Applications that need to log messages during their execution may use the syslog API. There is more than one way to use this interface, of which only one will be presented here. I urge you to consult the man pages for the openlog, syslog and closelog functions.
The openlog call takes three arguments. The first, a pointer to a null-terminated string, is the identification of the message's origin. This is usually the program name. Note: this is usually not argv. The argv string frequently contains path information that will merely clutter up the system logs. Keep this short and simple.
The second argument is an integer that specifies options on the logging. There are defined constants in the syslog.h file. These are LOG_CONS, LOG_NDELAY, LOG_PERROR and LOG_PID. I won't describe all of these, but I will mention they can be combined with the bitwise OR operator (|), and LOG_PID includes the process ID in the log in a standard way, which is frequently useful. Also, if your process is not a dæmon, you might want the LOG_PERROR option which will cause the syslog messages to be dumped to STDERR as well as to syslogd. This may be useful in a foreground process.
The third argument is the “facility”, as described above. The syslog.h file defines constants to use here that correspond to the facility part of the selectors in the syslog.conf file. These are LOG_AUTHPRIV, LOG_CRON, LOG_DAEMON, LOG_LOCALn (where n is a number from 0 to 7, inclusive) and LOG_USER. This list includes only those facilities you are likely to use in an application. See the man pages for others. If you are not the administrator of your system, consult with the system administrator to find out which to use. I would recommend LOG_DAEMON if you are writing a dæmon, and LOG_USER for non-dæmon processes.
The syslog call actually sends messages. It takes an indefinite number of arguments, although you must provide at least two. The first is a priority. There are defined values that match the levels in the syslog.conf file, included in the syslog.h file. These are (in descending order of severity) LOG_EMERG, LOG_ALERT, LOG_CRIT, LOG_ERR, LOG_WARNING, LOG_NOTICE, LOG_INFO and LOG_DEBUG. Again, if you are not the administrator of your system, consult with your administrator to decide which level to use for the various messages you generate. My personal opinion (and just my opinion; it is vital that you consult with your administrator) is that messages of LOG_CRIT and above should be reserved for situations that require the system administrator to take action. Unless it is going to affect the smooth operation of the operating system and standard system components, it doesn't warrant a LOG_CRIT or higher.

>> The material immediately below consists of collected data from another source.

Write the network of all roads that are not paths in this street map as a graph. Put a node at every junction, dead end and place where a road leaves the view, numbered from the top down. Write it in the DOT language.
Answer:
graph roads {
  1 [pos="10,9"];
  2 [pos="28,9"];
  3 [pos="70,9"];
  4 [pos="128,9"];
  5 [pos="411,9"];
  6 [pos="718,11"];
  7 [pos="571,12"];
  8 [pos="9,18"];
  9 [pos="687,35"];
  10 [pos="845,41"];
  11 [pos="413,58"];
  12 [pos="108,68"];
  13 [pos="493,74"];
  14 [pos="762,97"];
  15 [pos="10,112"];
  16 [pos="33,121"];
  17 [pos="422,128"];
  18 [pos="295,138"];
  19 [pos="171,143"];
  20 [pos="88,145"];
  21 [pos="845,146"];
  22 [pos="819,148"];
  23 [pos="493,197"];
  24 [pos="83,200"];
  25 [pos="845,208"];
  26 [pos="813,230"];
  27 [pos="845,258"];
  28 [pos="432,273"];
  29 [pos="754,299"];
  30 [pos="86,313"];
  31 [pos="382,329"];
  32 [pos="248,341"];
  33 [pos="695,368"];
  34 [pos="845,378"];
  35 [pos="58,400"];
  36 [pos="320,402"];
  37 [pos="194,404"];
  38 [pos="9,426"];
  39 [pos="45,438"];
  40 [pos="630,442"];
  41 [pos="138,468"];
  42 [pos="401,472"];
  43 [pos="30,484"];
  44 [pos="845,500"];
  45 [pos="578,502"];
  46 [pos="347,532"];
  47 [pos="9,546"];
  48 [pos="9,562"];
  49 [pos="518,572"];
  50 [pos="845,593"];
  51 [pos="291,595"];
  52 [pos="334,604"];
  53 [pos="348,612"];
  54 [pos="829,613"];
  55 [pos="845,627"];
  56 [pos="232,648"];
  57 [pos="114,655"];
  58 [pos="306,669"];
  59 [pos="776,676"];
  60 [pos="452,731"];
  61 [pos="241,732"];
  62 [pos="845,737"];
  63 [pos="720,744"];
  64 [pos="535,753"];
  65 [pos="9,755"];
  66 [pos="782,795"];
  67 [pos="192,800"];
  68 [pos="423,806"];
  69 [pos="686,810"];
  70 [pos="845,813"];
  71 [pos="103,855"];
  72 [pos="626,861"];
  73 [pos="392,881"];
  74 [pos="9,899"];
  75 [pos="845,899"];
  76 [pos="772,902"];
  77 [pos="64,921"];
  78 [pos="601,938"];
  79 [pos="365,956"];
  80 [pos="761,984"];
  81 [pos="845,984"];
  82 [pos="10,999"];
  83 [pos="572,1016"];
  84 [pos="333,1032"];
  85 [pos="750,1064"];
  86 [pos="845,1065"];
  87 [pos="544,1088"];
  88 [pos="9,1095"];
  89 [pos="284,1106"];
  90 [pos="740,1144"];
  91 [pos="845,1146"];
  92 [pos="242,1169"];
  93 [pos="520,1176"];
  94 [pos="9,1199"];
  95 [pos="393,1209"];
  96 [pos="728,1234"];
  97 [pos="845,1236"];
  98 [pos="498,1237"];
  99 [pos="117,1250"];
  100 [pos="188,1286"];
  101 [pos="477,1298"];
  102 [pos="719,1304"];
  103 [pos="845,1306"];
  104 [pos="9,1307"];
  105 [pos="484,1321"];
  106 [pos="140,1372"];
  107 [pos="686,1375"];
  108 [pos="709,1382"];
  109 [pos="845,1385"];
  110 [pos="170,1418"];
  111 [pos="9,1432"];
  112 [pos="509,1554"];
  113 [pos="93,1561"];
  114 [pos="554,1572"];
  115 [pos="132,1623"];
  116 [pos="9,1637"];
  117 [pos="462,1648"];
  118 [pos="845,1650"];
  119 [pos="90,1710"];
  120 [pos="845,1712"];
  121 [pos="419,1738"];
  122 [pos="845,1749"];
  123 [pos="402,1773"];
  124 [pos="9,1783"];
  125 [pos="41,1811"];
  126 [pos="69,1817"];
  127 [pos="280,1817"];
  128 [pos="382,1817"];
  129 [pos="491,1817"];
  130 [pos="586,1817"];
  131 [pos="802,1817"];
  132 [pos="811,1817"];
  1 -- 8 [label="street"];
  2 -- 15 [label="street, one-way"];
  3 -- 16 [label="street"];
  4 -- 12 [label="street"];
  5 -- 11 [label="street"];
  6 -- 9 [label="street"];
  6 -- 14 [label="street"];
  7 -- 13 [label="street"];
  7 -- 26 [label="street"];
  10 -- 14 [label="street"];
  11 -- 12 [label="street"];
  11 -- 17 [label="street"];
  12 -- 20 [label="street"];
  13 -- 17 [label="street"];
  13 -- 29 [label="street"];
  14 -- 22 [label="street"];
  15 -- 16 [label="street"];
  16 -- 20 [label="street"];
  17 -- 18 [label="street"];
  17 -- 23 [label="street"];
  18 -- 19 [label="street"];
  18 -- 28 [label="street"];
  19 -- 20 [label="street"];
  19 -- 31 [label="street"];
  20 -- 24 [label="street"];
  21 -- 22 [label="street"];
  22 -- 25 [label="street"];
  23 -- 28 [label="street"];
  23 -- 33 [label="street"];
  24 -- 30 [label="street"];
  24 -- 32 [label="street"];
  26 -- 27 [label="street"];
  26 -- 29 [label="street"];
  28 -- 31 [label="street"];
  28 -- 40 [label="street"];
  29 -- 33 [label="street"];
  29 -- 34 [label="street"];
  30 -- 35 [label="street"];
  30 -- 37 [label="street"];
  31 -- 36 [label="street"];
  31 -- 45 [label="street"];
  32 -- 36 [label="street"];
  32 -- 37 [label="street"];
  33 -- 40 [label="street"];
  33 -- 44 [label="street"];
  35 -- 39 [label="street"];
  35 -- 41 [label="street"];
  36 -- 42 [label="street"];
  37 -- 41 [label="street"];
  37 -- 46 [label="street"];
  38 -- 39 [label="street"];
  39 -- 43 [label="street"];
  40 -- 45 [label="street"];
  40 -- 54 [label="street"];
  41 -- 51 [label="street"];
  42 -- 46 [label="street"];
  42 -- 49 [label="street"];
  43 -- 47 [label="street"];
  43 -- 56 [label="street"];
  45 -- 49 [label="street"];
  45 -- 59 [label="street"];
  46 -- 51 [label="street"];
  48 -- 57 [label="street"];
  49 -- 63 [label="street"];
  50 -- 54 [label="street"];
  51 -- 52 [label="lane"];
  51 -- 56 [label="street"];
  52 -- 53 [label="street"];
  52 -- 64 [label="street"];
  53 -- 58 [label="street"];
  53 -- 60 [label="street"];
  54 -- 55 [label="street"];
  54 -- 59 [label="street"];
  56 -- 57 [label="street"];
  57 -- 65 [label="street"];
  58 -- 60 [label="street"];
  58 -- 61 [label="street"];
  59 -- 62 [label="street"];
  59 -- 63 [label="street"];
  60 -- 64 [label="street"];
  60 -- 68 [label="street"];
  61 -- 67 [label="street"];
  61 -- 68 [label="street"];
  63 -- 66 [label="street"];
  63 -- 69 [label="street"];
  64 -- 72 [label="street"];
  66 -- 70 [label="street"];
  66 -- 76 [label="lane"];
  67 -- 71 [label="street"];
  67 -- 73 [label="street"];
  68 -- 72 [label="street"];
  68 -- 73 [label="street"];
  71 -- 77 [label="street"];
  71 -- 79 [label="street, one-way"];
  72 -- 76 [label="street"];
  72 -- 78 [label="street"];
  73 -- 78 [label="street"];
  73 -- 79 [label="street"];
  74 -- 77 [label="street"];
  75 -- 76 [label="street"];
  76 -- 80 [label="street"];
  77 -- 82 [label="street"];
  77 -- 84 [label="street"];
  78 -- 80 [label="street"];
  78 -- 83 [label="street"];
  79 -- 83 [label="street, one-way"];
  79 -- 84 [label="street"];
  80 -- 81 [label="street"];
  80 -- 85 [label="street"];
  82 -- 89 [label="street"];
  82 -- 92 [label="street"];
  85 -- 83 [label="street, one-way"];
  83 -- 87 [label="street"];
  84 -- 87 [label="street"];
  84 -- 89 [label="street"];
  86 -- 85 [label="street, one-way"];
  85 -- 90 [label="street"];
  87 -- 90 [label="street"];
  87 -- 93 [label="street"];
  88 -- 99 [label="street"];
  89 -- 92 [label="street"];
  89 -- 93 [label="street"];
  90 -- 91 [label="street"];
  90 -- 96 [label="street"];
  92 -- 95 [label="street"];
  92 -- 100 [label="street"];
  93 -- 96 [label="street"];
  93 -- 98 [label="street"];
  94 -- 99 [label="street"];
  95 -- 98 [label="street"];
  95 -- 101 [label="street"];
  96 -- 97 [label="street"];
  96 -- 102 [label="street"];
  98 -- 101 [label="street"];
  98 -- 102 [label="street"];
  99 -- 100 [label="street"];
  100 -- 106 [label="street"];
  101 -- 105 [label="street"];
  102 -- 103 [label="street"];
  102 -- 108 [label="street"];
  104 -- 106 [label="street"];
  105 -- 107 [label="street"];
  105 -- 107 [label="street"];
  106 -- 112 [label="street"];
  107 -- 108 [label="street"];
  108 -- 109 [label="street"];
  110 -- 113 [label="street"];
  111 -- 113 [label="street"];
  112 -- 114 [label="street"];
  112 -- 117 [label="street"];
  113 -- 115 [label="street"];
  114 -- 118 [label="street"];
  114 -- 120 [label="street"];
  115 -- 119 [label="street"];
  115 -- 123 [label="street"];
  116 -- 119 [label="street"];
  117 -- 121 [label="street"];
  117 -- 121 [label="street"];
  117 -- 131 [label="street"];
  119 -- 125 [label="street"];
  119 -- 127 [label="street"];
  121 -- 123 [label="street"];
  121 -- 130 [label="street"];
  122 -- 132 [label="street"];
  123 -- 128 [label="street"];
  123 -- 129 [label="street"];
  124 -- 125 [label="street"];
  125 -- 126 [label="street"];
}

At the application or business-function level, LOG_ERROR would represent a situation that requires attention to maintain the normal operation of the application. LOG_WARNING reports other exceptional conditions (ones that can wait for attention). LOG_NOTICE is for “handled” or “expected” exceptions (another judgment call). LOG_INFO is for normal system operation messages. Finally, LOG_DEBUG is reserved for “extra” messages designed, as the name implies, to assist in debugging the program.
The second argument is a printf style format string. Like printf, syslog can take variable arguments with the format string, specifying how subsequent arguments are to be displayed. The format flags are just like the printf ones: see the printf man page for details. Note one exception: syslog adds an additional format string not offered by printf. The %m flag will be replaced by the string message that goes with the current value of the errno variable (this is the string strerror would return).
The final function, closelog, shuts down logging for the program and should be called before program termination.